Macau e Guizhou assinam nove protocolos de cooperação

Um dos mais significativos contempla a atribuição, por parte da Fundação Macau, de um donativo de 30 milhões de renminbi, destinado à construção de uma escola na região de Congjiang. A RAEM e a província continental vão ainda cooperar no combate à pobreza e em domínios como a educação, o turismo e os recursos humanos.

O chefe do executivo, Fernando Chui Sai On, deu esta quinta-feira por terminada a visita oficial à província chinesa de Guizhou, onde foram assinados vários protocolos de cooperação e apoio no combate à pobreza, sobretudo na região de Congjiang.

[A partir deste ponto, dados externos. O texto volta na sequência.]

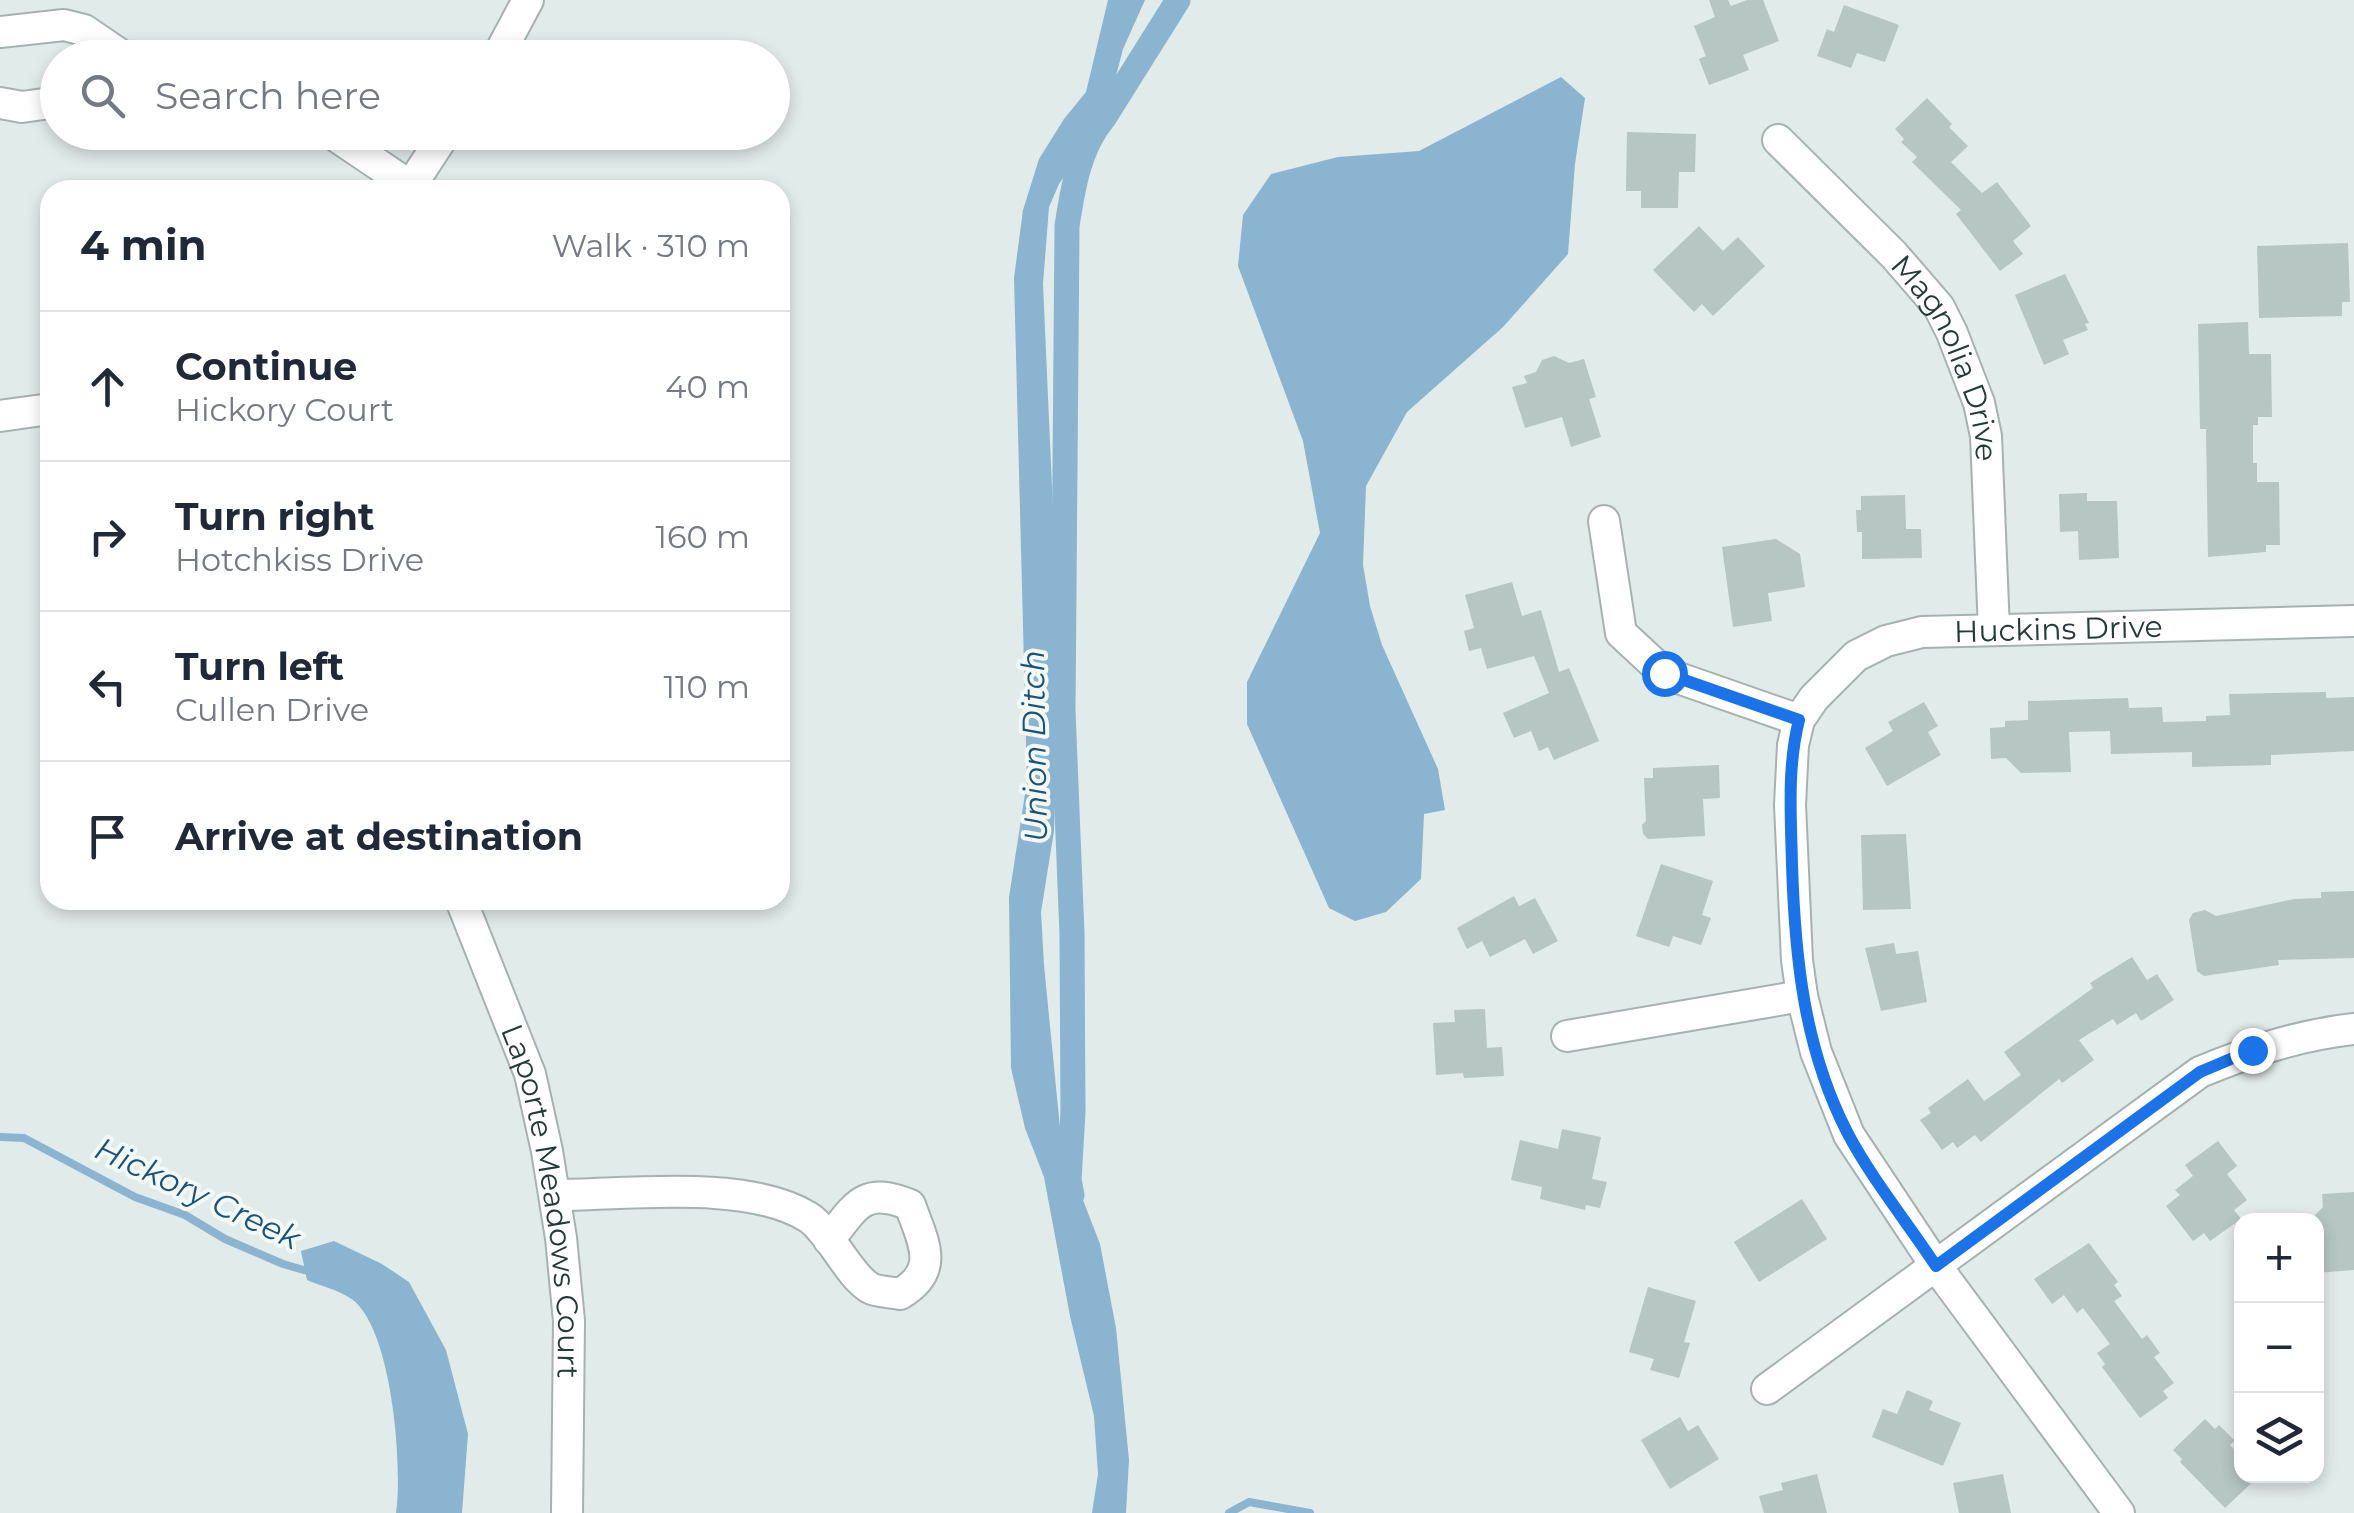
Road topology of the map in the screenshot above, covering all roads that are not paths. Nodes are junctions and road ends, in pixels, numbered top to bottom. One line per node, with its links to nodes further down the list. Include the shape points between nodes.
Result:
1 (528, 0): 4 (street)
2 (0, 32): 3 (street, via 64,25)
3 (99, 40)
4 (507, 40)
5 (0, 103): 6 (street)
6 (40, 104)
7 (1778, 140): 16 (street, Magnolia Drive, via 1894,255 1952,332 1986,436)
8 (355, 150): 10 (street)
9 (434, 150): 11 (street)
10 (398, 180)
11 (414, 180)
12 (40, 410): 13 (street)
13 (0, 416)
14 (1604, 521): 17 (street, via 1620,633 1664,673)
15 (2354, 621): 16 (street, Huckins Drive)
16 (1994, 630): 17 (street, Huckins Drive, via 1922,632 1870,648 1837,673)
17 (1799, 720): 19 (street, via 1790,805)
18 (465, 910): 22 (street, Laporte Meadows Court, via 530,1074)
19 (1802, 996): 21 (street); 24 (street, via 1825,1080 1849,1135)
20 (2354, 1029): 24 (street, via 2252,1050 2200,1072)
21 (1567, 1036)
22 (555, 1196): 23 (street, via 764,1198 810,1218); 26 (street, Laporte Meadows Court, via 569,1321)
23 (829, 1240)
24 (1936, 1266): 25 (street); 27 (street)
25 (1767, 1389)
26 (566, 1513)
27 (2118, 1513)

De acordo com o Gabinete de Comunicação Social, as iniciativas alinharam-se com o plano delineado pelo Governo Central para retirar da pobreza a população rural da República Popular da China até 2020. O plano foi definido em 2017, no âmbito do 19.º congresso nacional do Partido Comunista.

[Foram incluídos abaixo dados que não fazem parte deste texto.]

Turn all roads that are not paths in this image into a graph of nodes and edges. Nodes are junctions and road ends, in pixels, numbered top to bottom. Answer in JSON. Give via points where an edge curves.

Durante a deslocação ao condado de Congjiang, um dos mais pobres da província de Guizhou, foram assinados nove protocolos em matéria de educação, convenções e exposições, comércio e economia, recursos humanos e turismo.

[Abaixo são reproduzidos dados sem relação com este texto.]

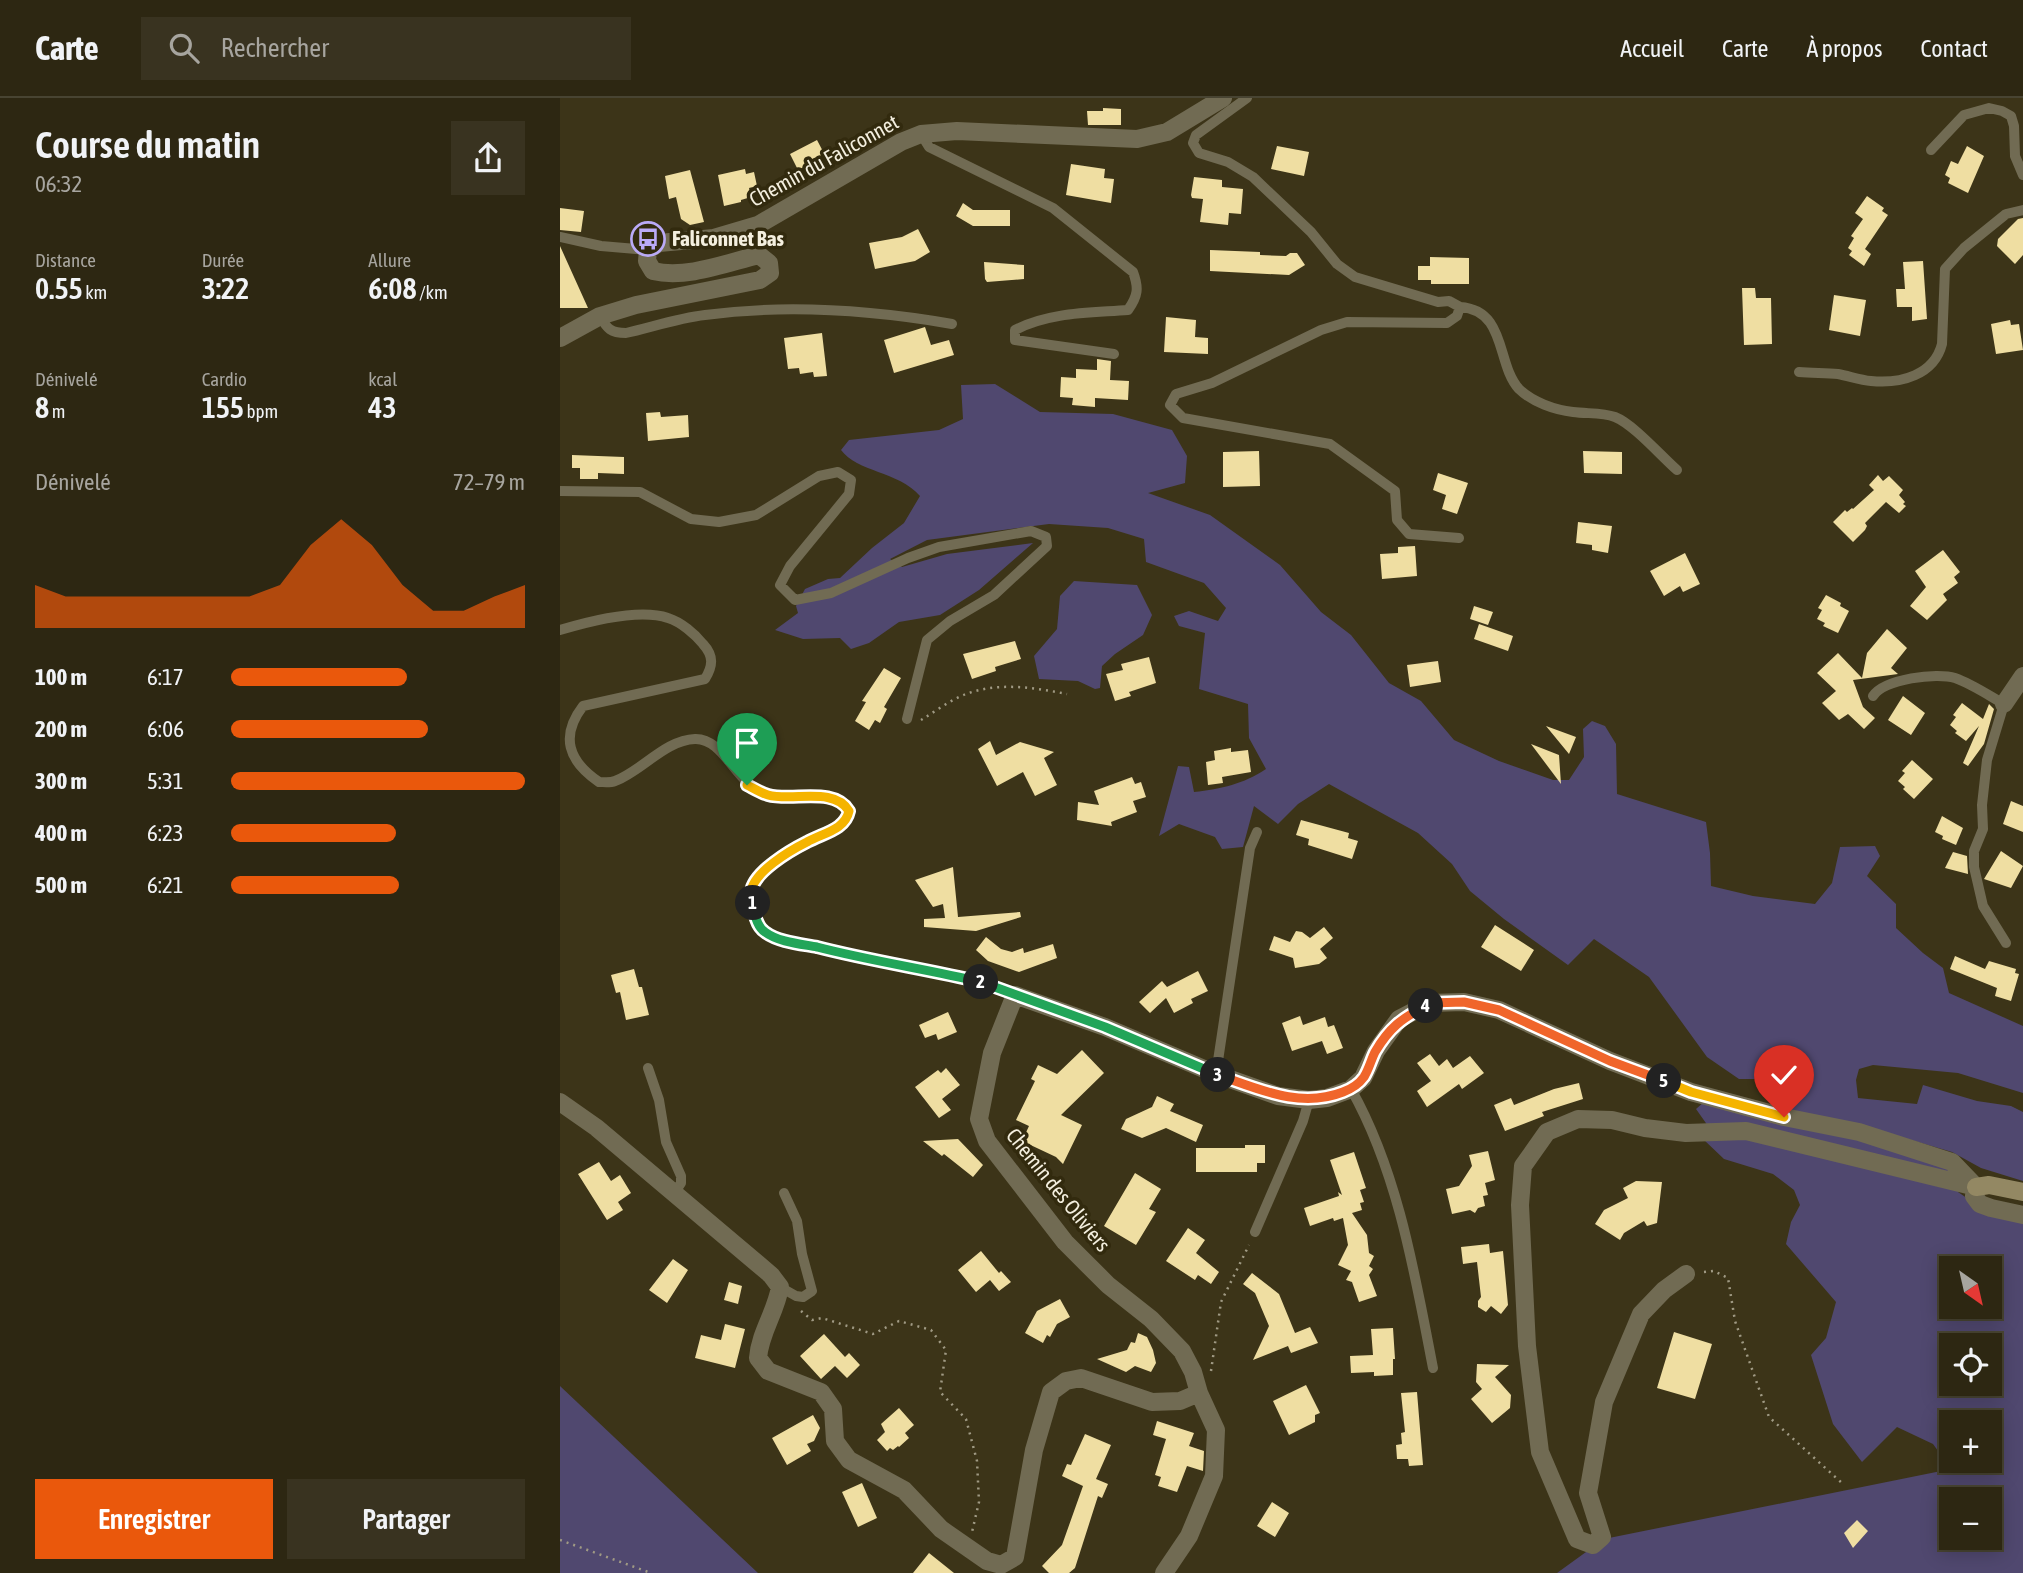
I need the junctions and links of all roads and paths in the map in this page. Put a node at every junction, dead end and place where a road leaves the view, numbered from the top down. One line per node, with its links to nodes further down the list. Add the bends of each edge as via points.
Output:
1 (1223, 98): 3 (street, Chemin du Faliconnet, via 1167,132 1137,139 957,131)
2 (1247, 98): 9 (lane, via 1196,135 1193,143 1199,153 1228,162 1253,177 1355,277)
3 (920, 134): 8 (street, Chemin du Faliconnet, via 758,225 714,238 659,243); 13 (lane, via 929,147 1053,208 1133,272 1139,286 1128,310 1031,321 1015,330 1015,340)
4 (1931, 150): 5 (lane, via 1964,115 1989,108 2002,111 2014,126 2015,156)
5 (2023, 175)
6 (2023, 210): 14 (lane, via 2006,214 1945,269 1942,344 1930,367 1911,376 1872,381)
7 (560, 237): 8 (lane)
8 (648, 250): 10 (street, via 647,261 653,271 702,269 759,255 769,262 770,273 760,280)
9 (1460, 307): 15 (lane, via 1485,316 1519,389 1554,408 1617,418); 17 (lane, via 1447,323 1347,322 1321,330 1212,383 1176,394 1170,405 1183,418 1330,444 1395,491 1397,520 1409,534)
10 (600, 316): 11 (lane, via 606,329 626,334 704,315 832,309); 12 (street)
11 (952, 324)
12 (560, 338)
13 (1114, 354)
14 (1799, 372)
15 (1677, 470)
16 (560, 491): 23 (lane, via 640,492 691,519 719,522 756,515 819,476 838,472 851,480 849,494 790,566 780,585 795,600 831,593 939,547 1031,531 1046,537 1047,546 994,595 927,640)
17 (1459, 538)
18 (560, 629): 26 (lane, via 627,615 669,618 688,630 712,658 705,678 583,706 571,716 564,740 571,760 599,782 614,782 676,744 704,739 747,785 769,795 831,798 845,803 848,819 840,827 806,842 757,878 751,892 757,923 765,933 855,958 987,983)
19 (2023, 676): 22 (street)
20 (1067, 694): 23 (path, via 993,687 960,697 919,722)
21 (1873, 696): 22 (lane, via 1888,684 1941,676 1964,681)
22 (2004, 704): 25 (lane, via 1987,760 1983,829 1974,859 1983,906)
23 (907, 719)
24 (1257, 832): 28 (lane, via 1250,848)
25 (2006, 943)
26 (1015, 995): 28 (street); 42 (street, Chemin des Oliviers, via 992,1053 979,1119 987,1141 1065,1242 1182,1351)
27 (648, 1068): 35 (lane, via 666,1142 681,1176)
28 (1216, 1074): 30 (street, via 1278,1096)
29 (1352, 1089): 30 (street); 32 (street, via 1399,1019 1430,1003 1464,1002 1499,1010 1691,1092 1859,1132 1952,1162); 41 (lane, via 1368,1119 1408,1240)
30 (1309, 1100): 37 (lane)
31 (560, 1102): 35 (street)
32 (1976, 1187): 33 (street); 36 (street, via 1974,1196 1979,1203); 38 (street, via 1746,1131 1686,1133 1578,1119 1547,1132 1523,1166 1520,1205 1527,1346 1540,1452 1577,1539 1593,1545 1602,1537 1588,1493 1604,1402 1641,1314)
33 (2023, 1192)
34 (783, 1193): 39 (lane, via 797,1221 812,1291 803,1297)
35 (681, 1198): 39 (street)
36 (2023, 1215)
37 (1255, 1232): 42 (path, via 1221,1302 1210,1377)
38 (1686, 1274): 43 (path, via 1714,1271 1728,1278 1735,1321 1769,1417)
39 (780, 1287): 45 (street, via 759,1342 758,1359 768,1371 821,1392 833,1409 835,1441 849,1460 904,1490 941,1529)
40 (802, 1311): 45 (path, via 812,1320 822,1318 873,1334 899,1321 931,1329 946,1350 940,1392 966,1419 977,1461 979,1502)
41 (1433, 1368)
42 (1199, 1393): 45 (street, via 1180,1401 1152,1402 1081,1378 1066,1381 1051,1392 1034,1450 1015,1557 1001,1565); 47 (street, Chemin des Oliviers, via 1216,1430 1214,1476 1189,1536)
43 (1843, 1483)
44 (560, 1540): 46 (path)
45 (968, 1548)
46 (651, 1573)
47 (1164, 1573)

Entre os documentos, destaca-se o assinado entre a Fundação Macau e o Governo distrital de Congjiang, que prevê a distribuição de uma verba até 30 milhões de renmimbi. O donativo, explica o Governo, vai ajudar na mudança e construção de uma escola.

Ainda na área da educação, foi também assinado um protocolo para a geminação das escolas de Macau e do distrito de Congjiang, tendo em vista a realização de actividades de cooperação e intercâmbio educacional entre instituições de ensino dos dois lados.

De acordo com o comunicado do governo, as escolas irmãs dos dois territórios poderão realizar actividades pedagógicas, tanto na área da administração como de intercâmbio de pessoal. Em retrospectiva, Chui Sai On sublinhou a “nova fase de cooperação” entre os dois territórios, a qual será desenhada a longo prazo. O chefe do Executivo mostrou-se satisfeito com a oportunidade de “conhecer melhor as estratégias de combate à pobreza e de aprender e renovar os conceitos nesta matéria”, refere o comunicado.

Numa próxima fase, acrescentou, o Governo deverá “aproveitar as próprias vantagens industriais e corresponder às necessidades de Congjiang, impulsionar a participação dos sectores da sociedade, bem como organizar os jovens para que estes se envolvam nestes trabalhos”, conclui Chui Sai On, citado no comunicado enviado às redacções pelo Gabinete de Comunicação Social.